FITZPATRICK: Well, I’m a – I don’t like the term wall, Audie, because it conjures up images of a, you know, brick-and-mortar structure across all 1,900 miles of the border, which I don’t think is appropriate.
CORNISH: But for the sake this discussion, you know, President Trump has spoken about declaring a national emergency, so he might be able to bypass Congress or use the Defense Department funds for a wall. Is that something you would support?
FITZPATRICK: Well, there’s two issues there. Number one, can he legally? And number two, should he? As far as it can goes, that’s a question under Article 2 of the Constitution and Title 50 of the U.S. Code, and that’s a matter of constitutional law. I personally think that if he went that path, it would get tied up in litigation.
As far as should he, I think this decision should be made by Congress. I think we are the ones that – we need to reopen the government, number one. And we need to solve the immigration issue once and for all. And that includes not only border security but also dealing with the DACA issue and protecting our DACA kids. We had a piece of legislation that was on the floor of the House about six months ago that could not get enough votes to pass the House, and it included – it was a compromise provision that included both protection for our DACA kids and robust border security.
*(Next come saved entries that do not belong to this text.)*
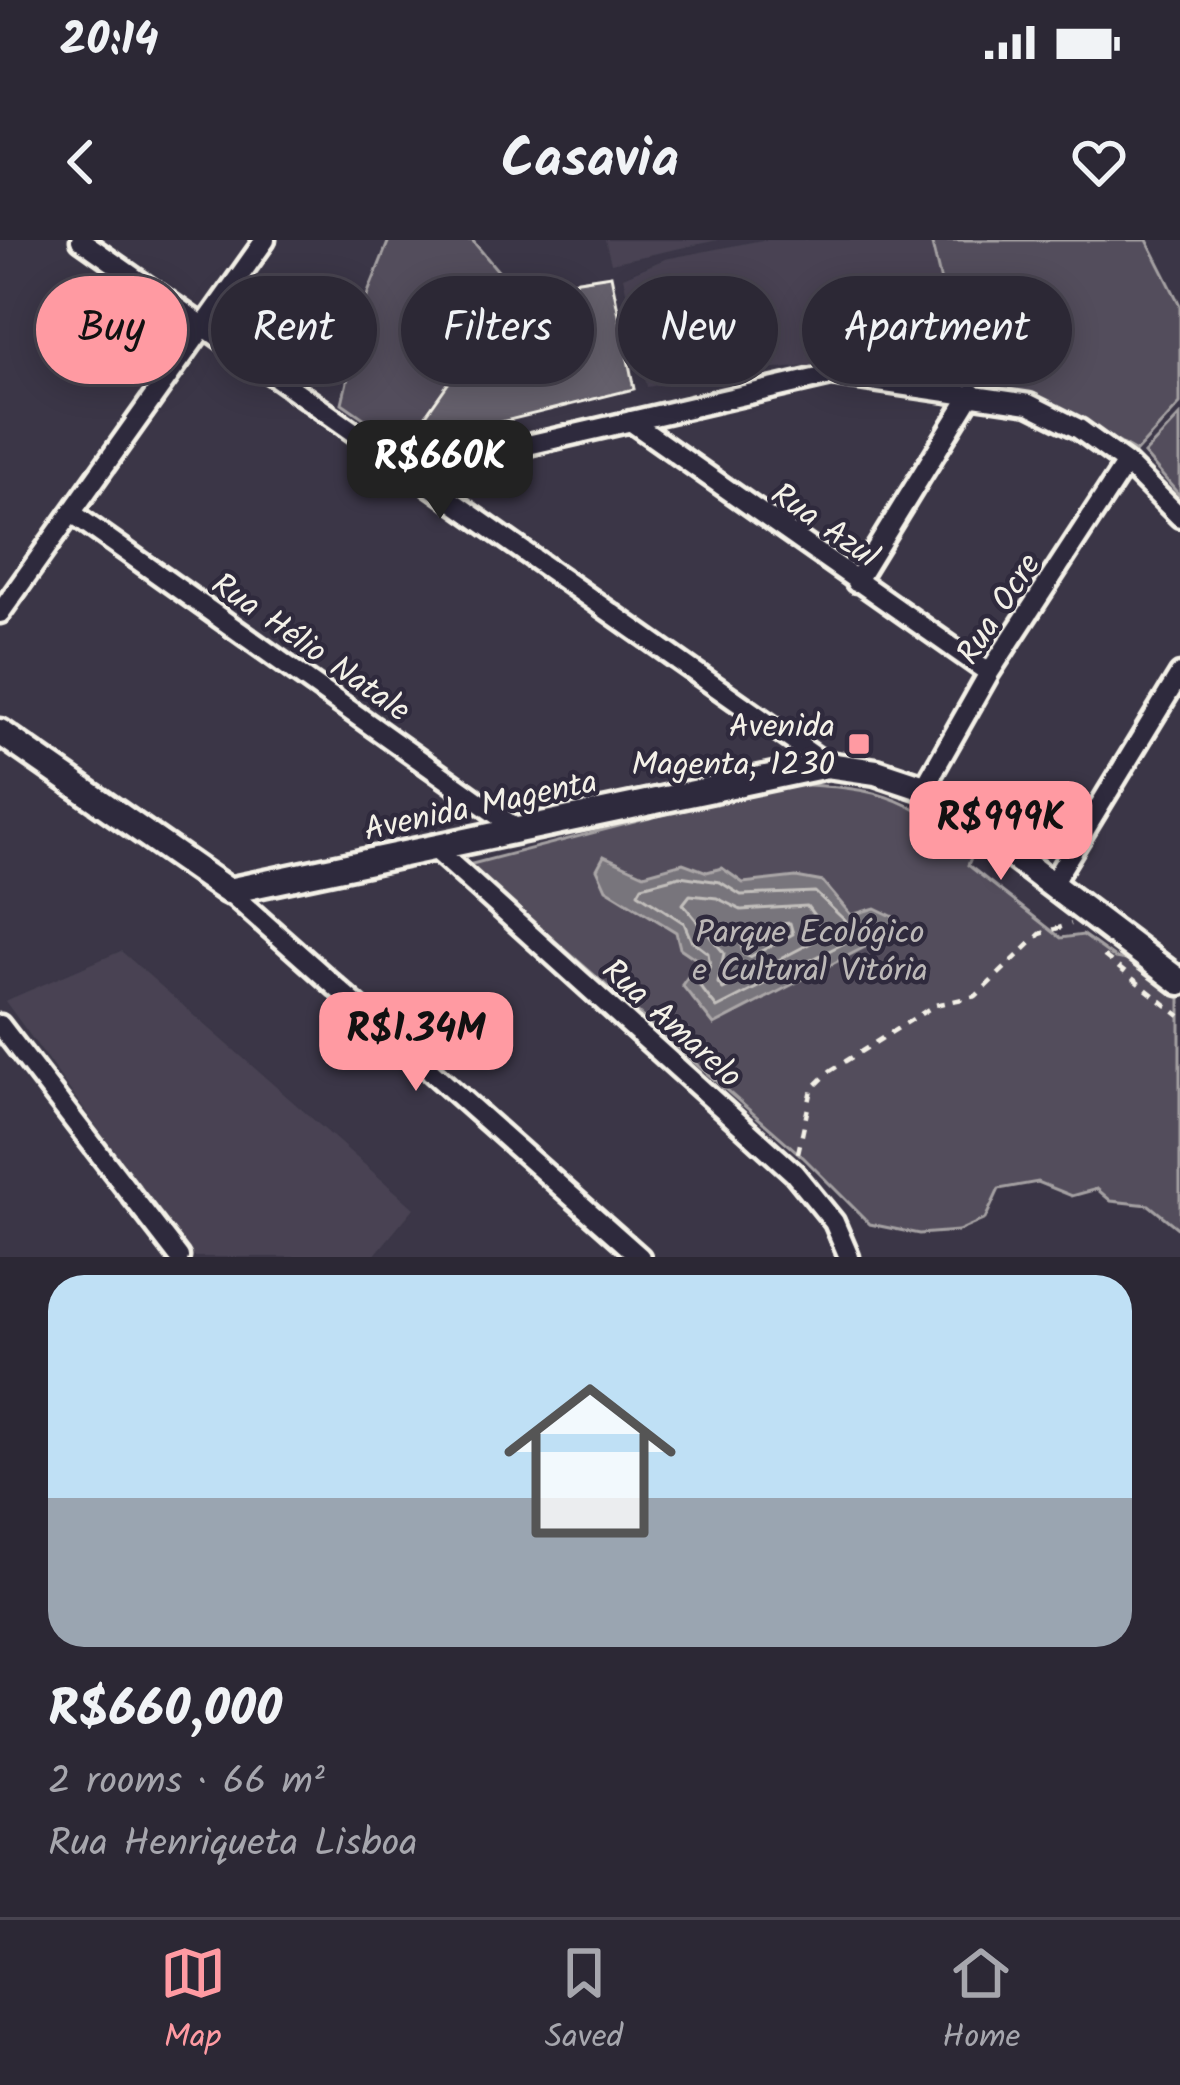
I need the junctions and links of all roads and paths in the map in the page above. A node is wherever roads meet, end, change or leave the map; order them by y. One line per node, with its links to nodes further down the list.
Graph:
1 (80, 240): 3 (street)
2 (265, 240): 3 (street)
3 (203, 328): 7 (street); 8 (street)
4 (972, 393): 5 (street); 6 (street); 10 (street)
5 (630, 421): 7 (street); 10 (street, Rua Azul)
6 (1126, 463): 9 (street); 12 (street, Rua Ocre)
7 (415, 471): 15 (street)
8 (73, 513): 11 (street); 17 (street, Rua Hélio Natale)
9 (1180, 517)
10 (856, 582): 12 (street, Rua Azul)
11 (0, 613)
12 (989, 674): 16 (street, Rua Ocre)
13 (1180, 674): 19 (street)
14 (0, 732): 20 (street)
15 (827, 765): 16 (street, Avenida Magenta); 17 (street, Avenida Magenta)
16 (924, 788): 19 (street, Avenida Magenta)
17 (517, 829): 18 (street, Avenida Magenta)
18 (435, 849): 20 (street, Avenida Magenta); 28 (street, Rua Amarelo)
19 (1052, 884): 21 (street, Avenida Magenta)
20 (228, 891): 30 (street)
21 (1091, 912): 23 (path); 25 (street, Avenida Magenta)
22 (1057, 918): 23 (path)
23 (1068, 926): 28 (path)
24 (1105, 956): 26 (path)
25 (1180, 982)
26 (1180, 1016)
27 (0, 1025): 29 (street)
28 (794, 1173): 31 (street, Rua Amarelo)
29 (179, 1257)
30 (640, 1257)
31 (849, 1257)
And border security, by the way, Audie – that’s smart. It’s not a brick-and-mortar structure across 1,900 miles of the border. What it is is it gives the funding and the flexibility to DHS, to the Coast Guard, to CBP and the Border Patrol, the three entities that are responsible for border security, to make decisions based on the sector and based on the terrain. So in certain stretches, physical barriers make sense. In other stretches, technology makes sense – infrared, heat sensors, motion detectors. In some other sectors, aerial surveillance makes sense. But it gives them…
CORNISH: I want to jump in here because I think you are speaking to an issue about security itself and what makes sense if you want to keep this perimeter secure. Vice President Mike Pence went on TV today to explain the White House’s stance. Here’s some of what he said to NBC.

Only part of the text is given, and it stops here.